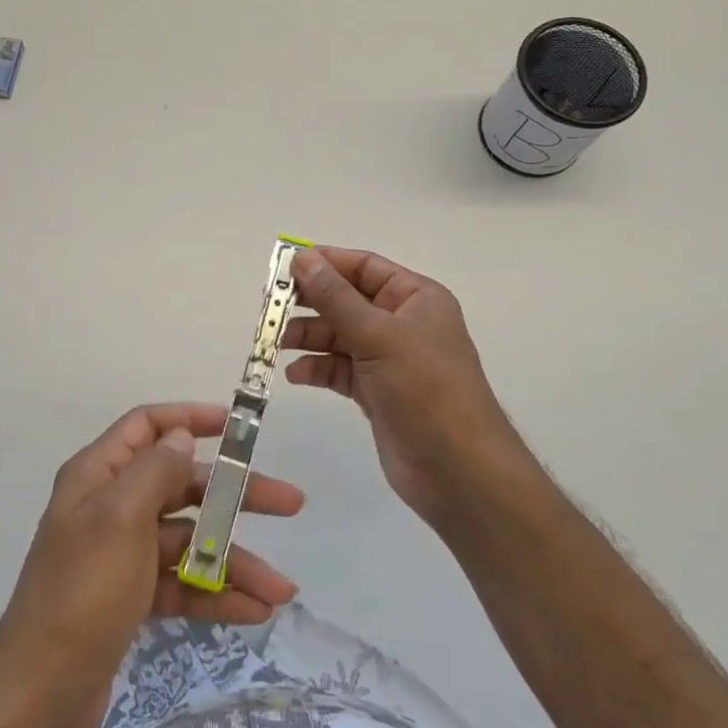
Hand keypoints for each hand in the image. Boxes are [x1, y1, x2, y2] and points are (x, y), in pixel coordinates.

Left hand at [0, 402, 302, 727]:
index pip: (147, 426)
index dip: (190, 418)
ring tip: (282, 589)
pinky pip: (181, 584)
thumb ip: (155, 470)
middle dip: (234, 496)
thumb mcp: (121, 518)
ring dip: (234, 560)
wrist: (41, 693)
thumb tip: (181, 435)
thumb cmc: (83, 591)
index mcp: (98, 475)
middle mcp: (109, 507)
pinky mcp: (129, 598)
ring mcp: (120, 554)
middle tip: (291, 504)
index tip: (237, 427)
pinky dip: (215, 594)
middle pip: (180, 485)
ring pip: (188, 541)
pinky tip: (255, 612)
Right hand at [284, 248, 533, 530]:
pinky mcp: (376, 391)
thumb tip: (303, 258)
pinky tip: (296, 375)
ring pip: (338, 335)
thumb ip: (335, 297)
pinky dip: (317, 368)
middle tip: (270, 306)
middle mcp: (402, 323)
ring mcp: (388, 359)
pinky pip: (338, 369)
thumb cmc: (425, 388)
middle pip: (346, 300)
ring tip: (277, 343)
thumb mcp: (378, 335)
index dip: (325, 262)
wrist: (457, 469)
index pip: (364, 266)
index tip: (284, 266)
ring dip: (308, 336)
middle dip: (310, 302)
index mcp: (415, 298)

════════

## TASK OBJECTIVE
The first line of the listing through the line with "thumb tip: (181, 435)": repeat exactly that span and nothing more, skipping pictures.

## REPLY TO THE EXERCISE
Hand keypoints for each hand in the image. Boxes are [x1, y1, x2, y2] and points are (x, y), in pixel coordinates.

Left hand at [0, 402, 302, 727]:
index pip: (147, 426)
index dip: (190, 418)
ring tip: (282, 589)
pinky pip: (181, 584)
thumb ip: (155, 470)
middle dip: (234, 496)
thumb mcp: (121, 518)
ring dip: (234, 560)
wrist: (41, 693)
thumb tip: (181, 435)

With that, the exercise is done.